Part 1 of Terserah vol.1

Ini akan akan berbeda dari seri Random Thoughts yang biasa, so please bare with me.
Sinetron, dan Proses Kreatif

 

Judul yang aneh, aku tahu itu. Selain itu, artikel yang ini akan sangat singkat, dan seperti seluruh isi blog ini, artikel ini akan sangat bias dan subjektif. Jadi... jangan dianggap serius.

"Sekali lagi, jangan dianggap serius."

    Sebagai klarifikasi, aku tidak begitu suka menonton sinetron, khususnya yang baru-baru ini. Dulu aku sempat mengikuti Tukang Bubur Naik Haji, Tukang Ojek Pengkolan, dan Dunia Terbalik. Tetapi setelah terjadi perubahan jadwal tayang untuk Dunia Terbalik, setelah itu TV juga sudah tidak di kamar sendiri, aku sudah tidak nonton sinetron lagi.

    Ada beberapa hal yang membuatku tidak suka sinetron. Sinetron sudah di asosiasikan dengan "kualitas yang menurun", dan itu terkesan benar.
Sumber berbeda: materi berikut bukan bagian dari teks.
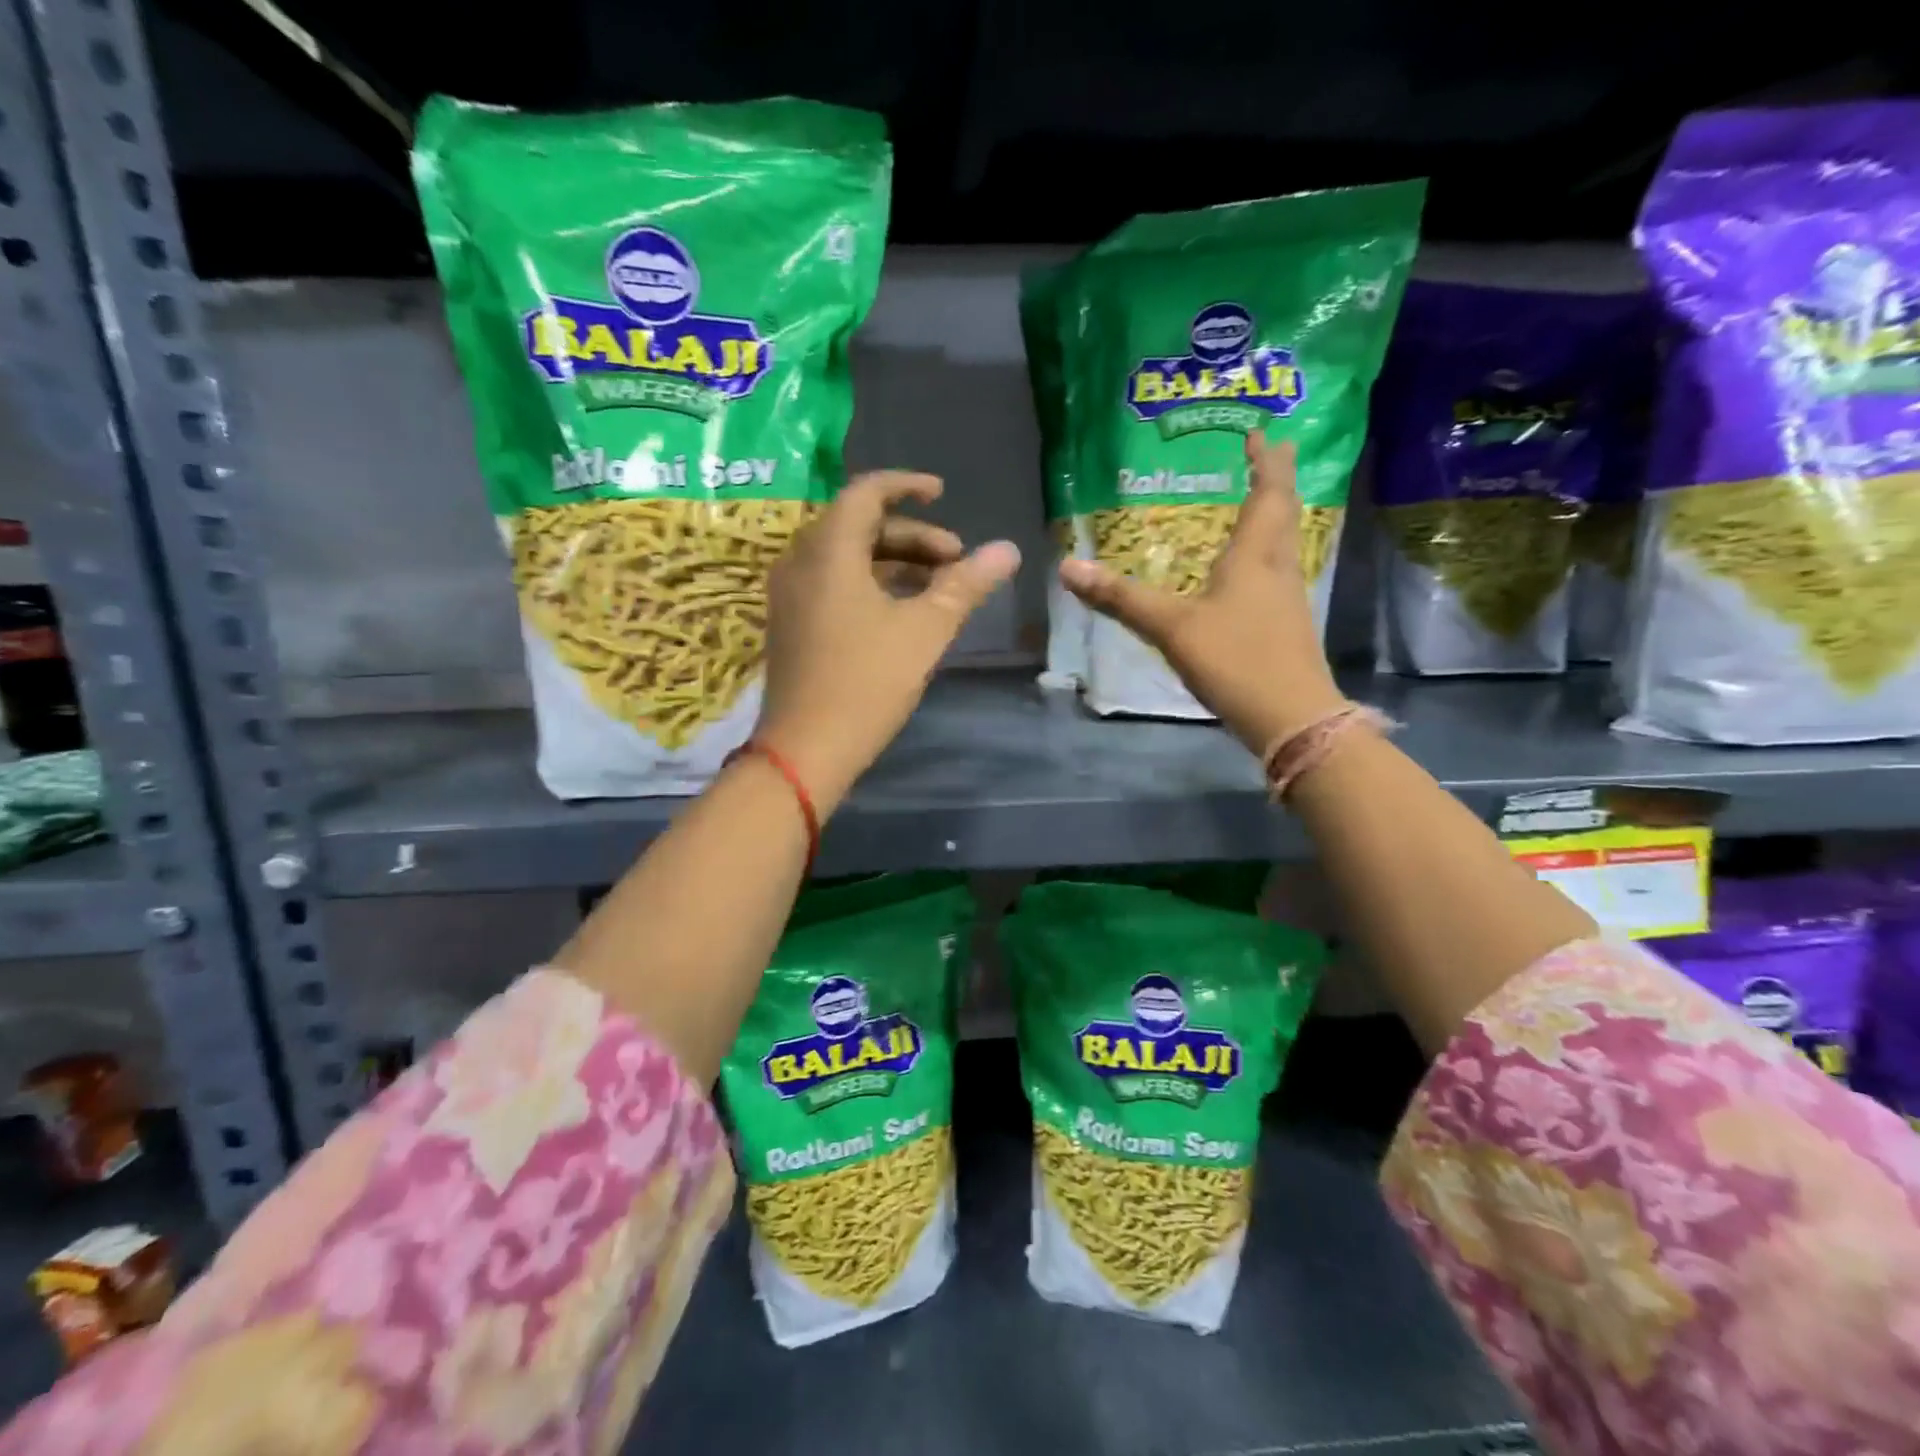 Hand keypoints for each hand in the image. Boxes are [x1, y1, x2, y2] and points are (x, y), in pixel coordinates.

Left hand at [758, 472, 1019, 811]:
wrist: (805, 750)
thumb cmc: (867, 682)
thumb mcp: (925, 630)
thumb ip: (966, 585)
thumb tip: (1008, 550)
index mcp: (828, 550)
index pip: (866, 492)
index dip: (907, 486)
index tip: (943, 493)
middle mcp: (800, 561)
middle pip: (857, 525)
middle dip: (911, 535)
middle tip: (955, 559)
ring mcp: (789, 594)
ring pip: (845, 557)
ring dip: (893, 561)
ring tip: (937, 586)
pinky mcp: (790, 623)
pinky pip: (831, 583)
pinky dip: (869, 583)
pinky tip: (901, 612)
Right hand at [1061, 435, 1343, 755]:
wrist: (1291, 718)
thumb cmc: (1235, 660)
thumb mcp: (1171, 628)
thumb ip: (1121, 599)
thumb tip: (1068, 568)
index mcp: (1255, 556)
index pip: (1268, 493)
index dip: (1267, 461)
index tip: (1263, 433)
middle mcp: (1278, 568)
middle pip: (1282, 513)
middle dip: (1274, 482)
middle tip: (1267, 455)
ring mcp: (1287, 598)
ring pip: (1283, 543)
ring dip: (1272, 517)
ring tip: (1256, 504)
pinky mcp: (1286, 626)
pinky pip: (1275, 573)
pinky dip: (1264, 555)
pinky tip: (1248, 571)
Awal-awal masa produksi Tukang Bubur Naik Haji adalah awal yang bagus, tetapi semakin kesini semakin ngelantur, bahkan setelah sang protagonis meninggal.

    Ada juga beberapa sinetron yang memang memiliki quality bar yang rendah dari awal. Seperti Anak Jalanan, lalu ada juga Ganteng-Ganteng Seriala(seriously?), Anak Langit(Anak Jalanan The Ripoff), dan Azab(idk about this one)! Plot? Aku kebingungan dengan sinetron-sinetron di atas, aku tidak tahu kalau ada plot. Pengajaran? Beberapa yang ada disini sudah menimbulkan kontroversi dan pernah di laporkan ke KPI.

    Penokohan di sinetron, walau reflektif terhadap masyarakat Indonesia (sampai batas tertentu), juga gagal merefleksikan keberagaman kita. This is going to be a hot takes, but kita sudah tidak punya lagi sinetron dengan karakter yang berbeda agama, atau suku. Bisa dibilang kebanyakan sinetron itu Java centric, walau mengingat dimana kebanyakan sinetron di produksi, kurasa itu sudah diantisipasi.

    Berikutnya, sistem kejar tayang. Sinetron memerlukan yang namanya kreativitas, dan kreativitas bukanlah sesuatu yang bisa diproduksi massal. Jadi, sistem kejar tayang merupakan salah satu penyebab utama kenapa terjadi penurunan kualitas.


    Oke, cukup.

    Ada beberapa hal yang bisa di petik dari sinetron. Salah satunya adalah refleksi dari masyarakat kita. Maksudnya adalah, bagimana tokoh-tokoh dan ceritanya berjalan bisa merefleksikan kehidupan dan perjuangan orang Indonesia, khususnya para kelas menengah kebawaah yang banyak dijadikan sebagai para tokohnya. Tukang Ojek Pengkolan merupakan contoh yang bagus, para tokohnya rata-rata hanyalah para tukang ojek dengan alur cerita yang paralel dengan perjuangan bekerja di Indonesia. Penonton bisa merasakan keterikatan dengan para tokohnya karena para penontonya rata-rata juga sama, para kelas menengah, dan bisa paham bagaimana perjuangannya.

    Lalu, kita punya satu sinetron (this is will be my another hot takes) yang mencoba sesuatu yang tidak biasa, mencoba membalik peran yang sudah tertanam dalam tatanan sosial kita. Sinetron itu adalah Dunia Terbalik. Sinetron ini membalik peran ayah dan ibu, menyajikan cerita yang jarang terlihat di dunia nyata, seperti misalnya bagaimana jika yang membesarkan anak di rumah adalah sang ayah? Para karakternya juga ditulis dengan baik, ada comic relief, tidak dua dimensional, dan masing-masing unik. Masing-masing dari empat karakter itu saling berkontras,


    Seksi berikutnya.

    Proses Kreatif sinetron sangatlah kurang. Semua harus di produksi dengan cepat dan singkat tanpa revisi, dan inilah yang menyebabkan kualitasnya turun. Ini dipengaruhi oleh rating, demografi dan selera penonton, dan keputusan dari tim produksi. Lagi, mungkin bisa jadi ini merefleksikan generasi dewasa di Indonesia yang kurang di edukasi. Dengan edukasi rendah, maka ekspektasi akan tayangan yang perlu di cerna sebelum di mengerti juga akan rendah.

    Proses Kreatif sinetron dibatasi oleh sistem "kejar tayang", kejar rating (dan jika renah rating maka harus dibuang), dan juga demografi penontonnya. Walau tidak sepenuhnya salah yang memproduksi, ini semua tetap berkontribusi dengan menurunnya kualitas tayangan sinetron di Indonesia.


"Sekali lagi kuingatkan, jangan dianggap serius."